# Saruman's Power?



## Odin (Feb 26, 2013)

As an Istari and the White Wizard, Saruman was said to be very powerful. And yet he allowed Isengard to be overrun by the Ents without putting any kind of fight.

And later, he seems to be powerless in the Scouring of the Shire and dies at Wormtongue's hand. Did the loss of his staff leave him so impotent? It seems strange that a wizard should die so easily. It took Durin's Bane to kill Gandalf the Grey and Gandalf the White managed to stand against the Witch-King himself.

Why was Saruman so powerless against his enemies?


----------



## morgoth145 (Feb 27, 2013)

I believe the reason for Saruman losing much of his power has to do with the fact that he forsake his mission and did not do as he was bid by the Valar, which would mean that his powers would be taken from him.
Correct me if I have forgotten anything as it has been a little while since I last read through LOTR.


----------



## Odin (Feb 27, 2013)

morgoth145 said:


> I believe the reason for Saruman losing much of his power has to do with the fact that he forsake his mission and did not do as he was bid by the Valar, which would mean that his powers would be taken from him.
> Correct me if I have forgotten anything as it has been a little while since I last read through LOTR.



Interesting view. You're suggesting that the Istari's powers are not intrinsic but rather granted to them by higher powers. This is intriguing, but if Saruman's powers are really given by the Valar why didn't they just take them the minute he turned to evil?


----------



## morgoth145 (Feb 27, 2013)

Well, to that I do not know the answer, but I believe that either the Valar, or perhaps even Eru took Saruman's powers. Perhaps Manwë did not foresee this happening? Even though many things were revealed to the Valar, not everything was.


----------



## Maiden_of Harad (Feb 27, 2013)

I thought that all the Valar and the Maia were given their powers by Eru Iluvatar, even though the Valar could give commands to the Istari.

Maybe I'm wrong.


----------



## Andreth (Feb 28, 2013)

About this subject, I think that it was as had been for Melkor and Sauron: they put their power in their creations, and so they lose it: Morgoth, at the end of the First Age, even if still very powerful, had the most of his power bounded in his creations ( Arda Marred, the orcs, the dragons, etc. ), and Sauron had it in the Ring. I suppose that Saruman had it bounded in his Uruk-hais, and they were in fact powerless against the Ents, because they were much stronger than them; so, Saruman was powerless too.
and, for Wormtongue killing him, I think that from then his power was well nigh spent: he had put it to base purposes ( tormenting the innocent hobbits ) and so was embittered and diminished, without the merest vestige of his former power... And, remember that he was given a Mortal body of an old man, as the other Istari; Gandalf managed to attack the Balrog because he used his Maia powers, that were forbidden to him as an Istar unless absolutely necessary - as the attack of the Balrog was.

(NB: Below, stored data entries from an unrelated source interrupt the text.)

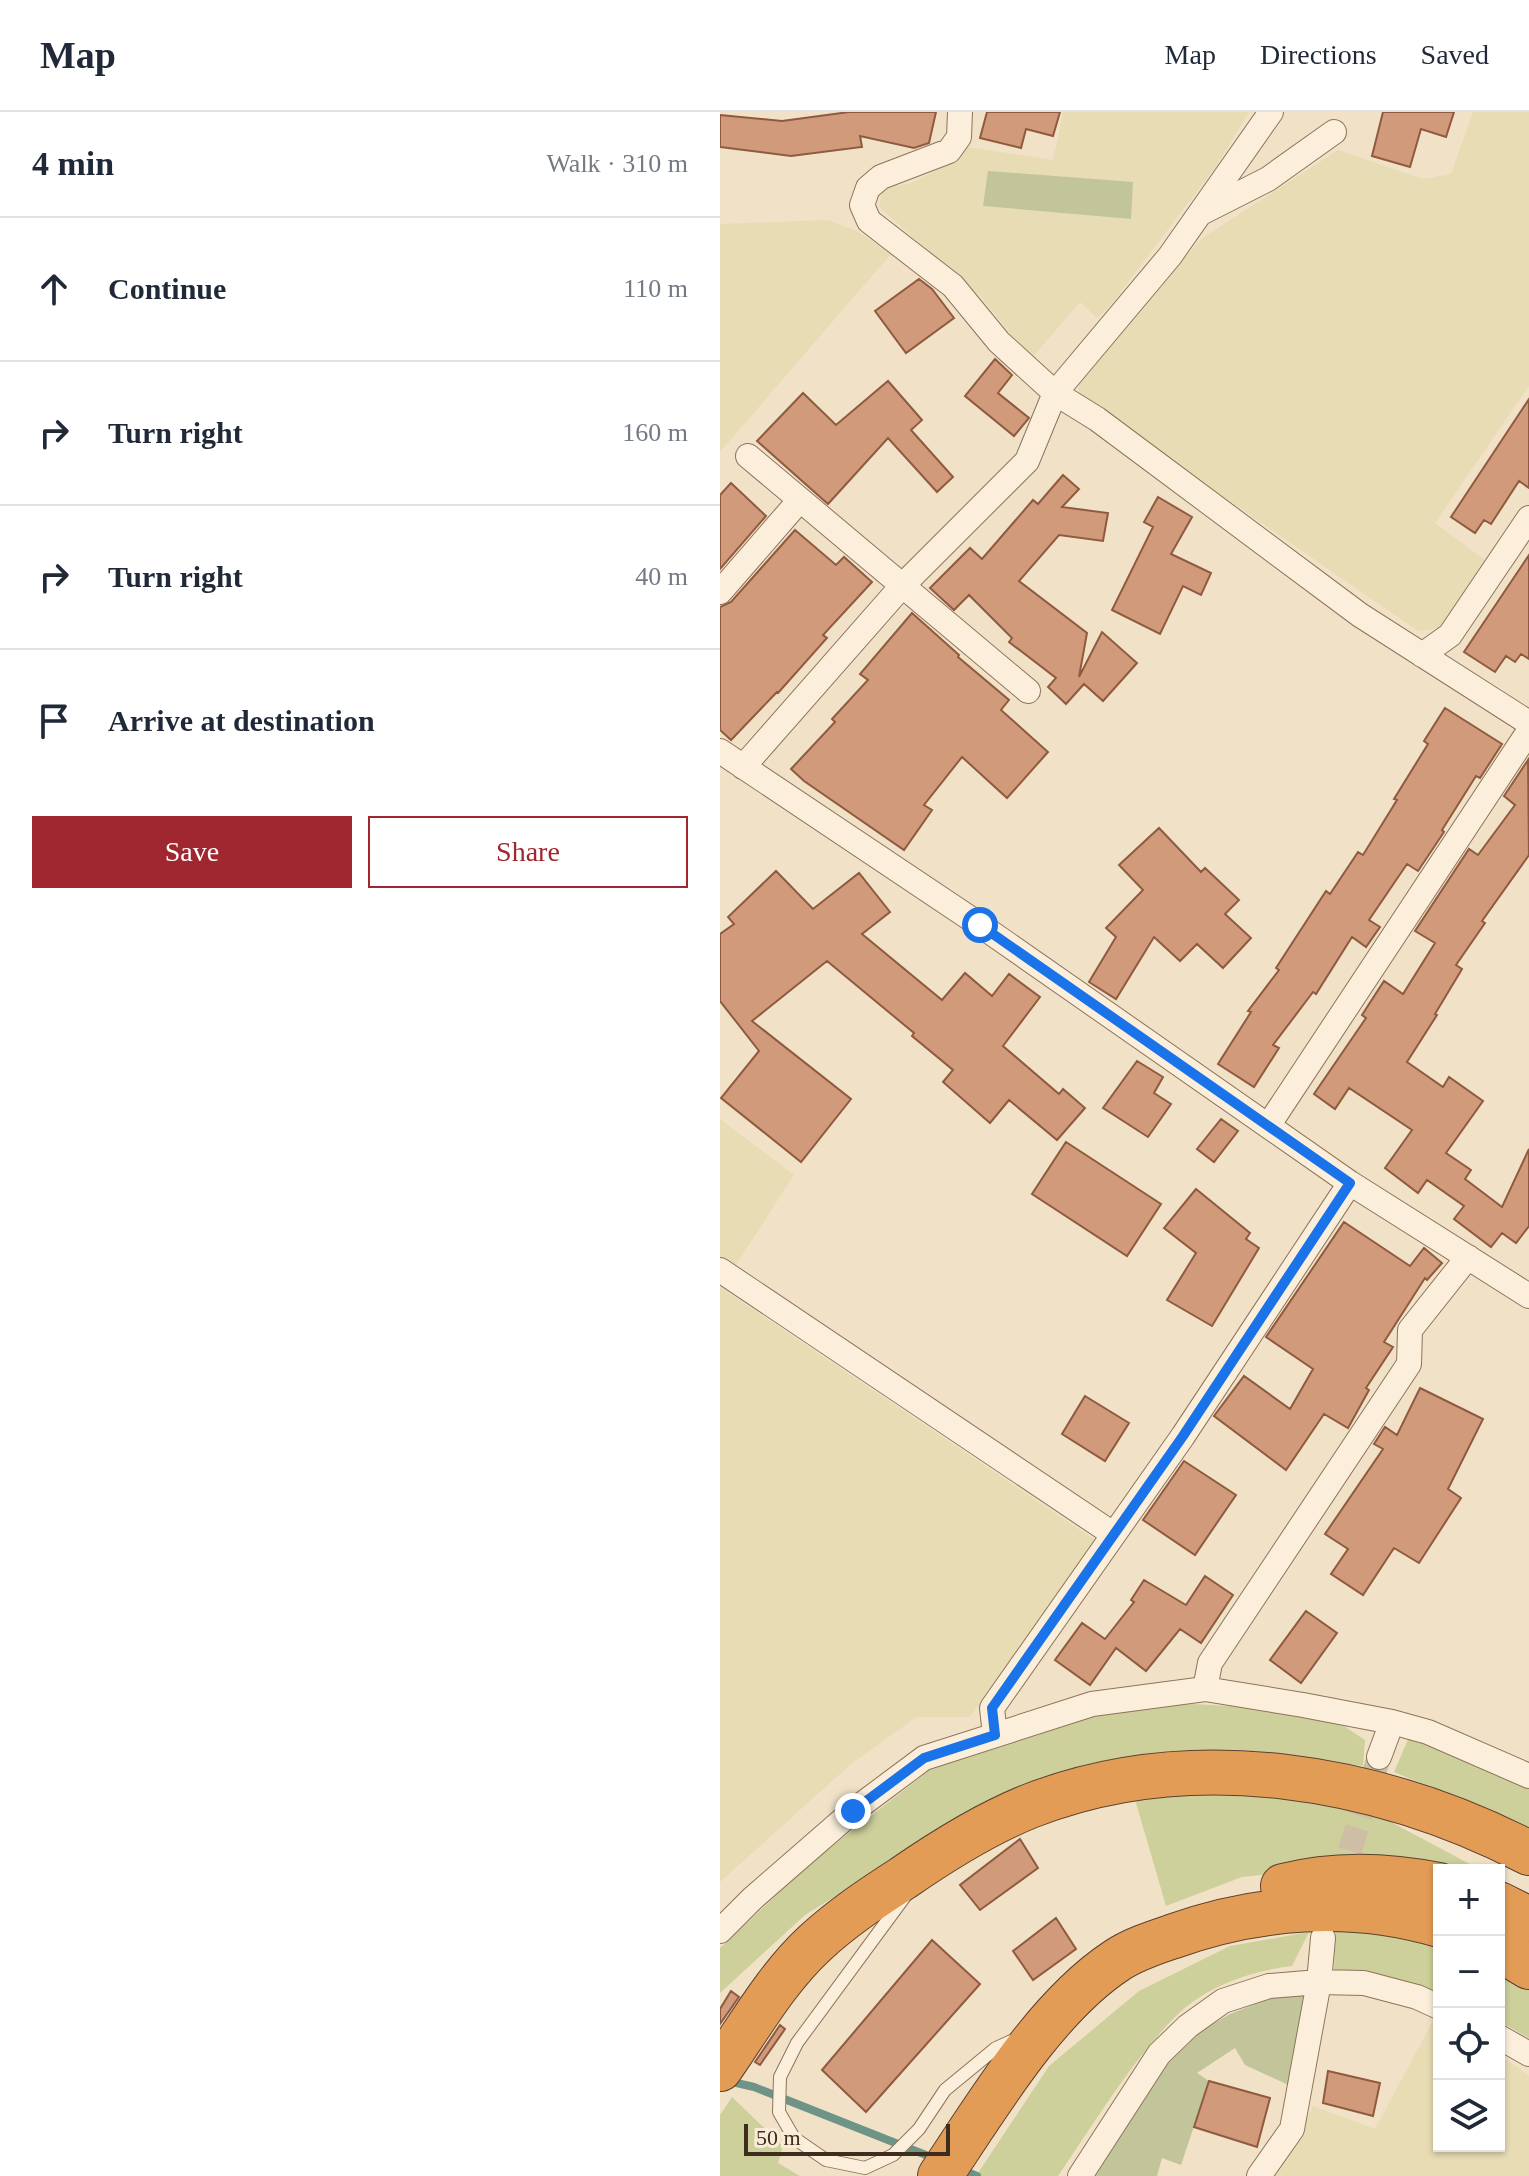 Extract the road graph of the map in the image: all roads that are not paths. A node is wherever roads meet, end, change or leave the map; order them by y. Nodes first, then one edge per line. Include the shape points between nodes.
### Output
1 (960, 112) edge
2 (1271, 112) edge
3 (1334, 132) dead end
4 (1200, 213) junction
5 (1055, 393) junction
6 (748, 456) dead end
7 (799, 501) junction
8 (1529, 518) edge
9 (902, 586) junction
10 (720, 592) edge
11 (1422, 655) junction
12 (1028, 691) dead end
13 (1529, 723) edge
14 (1529, 731) edge
15 (720, 751) edge
16 (743, 767) junction
17 (1268, 1126) junction
18 (1350, 1183) junction
19 (1468, 1257) junction
20 (720, 1270) edge
21 (1529, 1296) edge
22 (1113, 1534) junction
23 (1205, 1689) junction
24 (1392, 1722) junction
25 (995, 1735) junction
26 (1379, 1757) tunnel mouth
27 (1529, 1776) edge
28 (1326, 1782) junction
29 (1529, 1853) edge
30 (922, 1865) junction
31 (1529, 1880) edge
32 (1433, 1884) edge
33 (1505, 1907) edge
34 (1529, 1919) edge
35 (1433, 1924) edge
36 (720, 1931) edge
37 (1323, 1938) dead end
38 (1505, 1953) edge
39 (1116, 1960) junction
40 (1529, 1967) edge
41 (1319, 1982) junction
42 (1433, 2004) edge
43 (1049, 2023) junction
44 (1505, 2040) edge
45 (1529, 2054) edge
46 (720, 2069) edge
47 (940, 2176) edge
48 (1080, 2176) edge
49 (1259, 2176) edge

1 - 5 street via 959,137 949,151 881,177 868,188 862,205 869,221 953,286 999,342
2 - 4 street
3 - 4 street via 1268,179
4 - 5 street
5 - 9 street via 1027,461
5 - 11 street
6 - 7 street
7 - 9 street
7 - 10 street
8 - 11 street via 1450,635
9 - 12 street
9 - 16 street
11 - 13 street
14 - 17 street
15 - 16 street
16 - 17 street
17 - 18 street
18 - 19 street
18 - 22 street
19 - 21 street
19 - 23 street via 1410,1330 1409,1364 1210,1663
20 - 22 street
22 - 25 street via 992,1708
23 - 24 street
23 - 25 street via 1092,1704
24 - 26 street
24 - 27 street
25 - 36 street via 924,1758 853,1811
28 - 29 highway via 1465,1823
28 - 30 highway via 1226,1772 1127,1779 1031,1806
28 - 31 highway via 1414,1817
30 - 43 lane via 891,1917 797,2043 780,2077 779,2112 794,2138 826,2160 865,2168 893,2155 919,2129 945,2090 996,2048
30 - 46 highway via 813,1944
32 - 39 highway via 1377,1877 1292,1884 1197,1916
33 - 34 highway
35 - 39 highway via 1377,1911 1285,1911 1200,1927
37 - 41 street
38 - 40 highway
39 - 43 highway
41 - 42 street via 1364,1983
41 - 48 street via 1269,1986 1223,2001 1188,2026 1159,2054
41 - 49 street via 1292,2129
43 - 47 highway
44 - 45 street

And Saruman was turned when Wormtongue stabbed him...


----------



## Odin (Feb 28, 2013)

Andreth said:


> About this subject, I think that it was as had been for Melkor and Sauron: they put their power in their creations, and so they lose it: Morgoth, at the end of the First Age, even if still very powerful, had the most of his power bounded in his creations ( Arda Marred, the orcs, the dragons, etc. ), and Sauron had it in the Ring. I suppose that Saruman had it bounded in his Uruk-hais, and they were in fact powerless against the Ents, because they were much stronger than them; so, Saruman was powerless too.
> and, for Wormtongue killing him, I think that from then his power was well nigh spent: he had put it to base purposes ( tormenting the innocent hobbits ) and so was embittered and diminished, without the merest vestige of his former power... And, remember that he was given a Mortal body of an old man, as the other Istari; Gandalf managed to attack the Balrog because he used his Maia powers, that were forbidden to him as an Istar unless absolutely necessary - as the attack of the Balrog was. And Saruman was turned when Wormtongue stabbed him...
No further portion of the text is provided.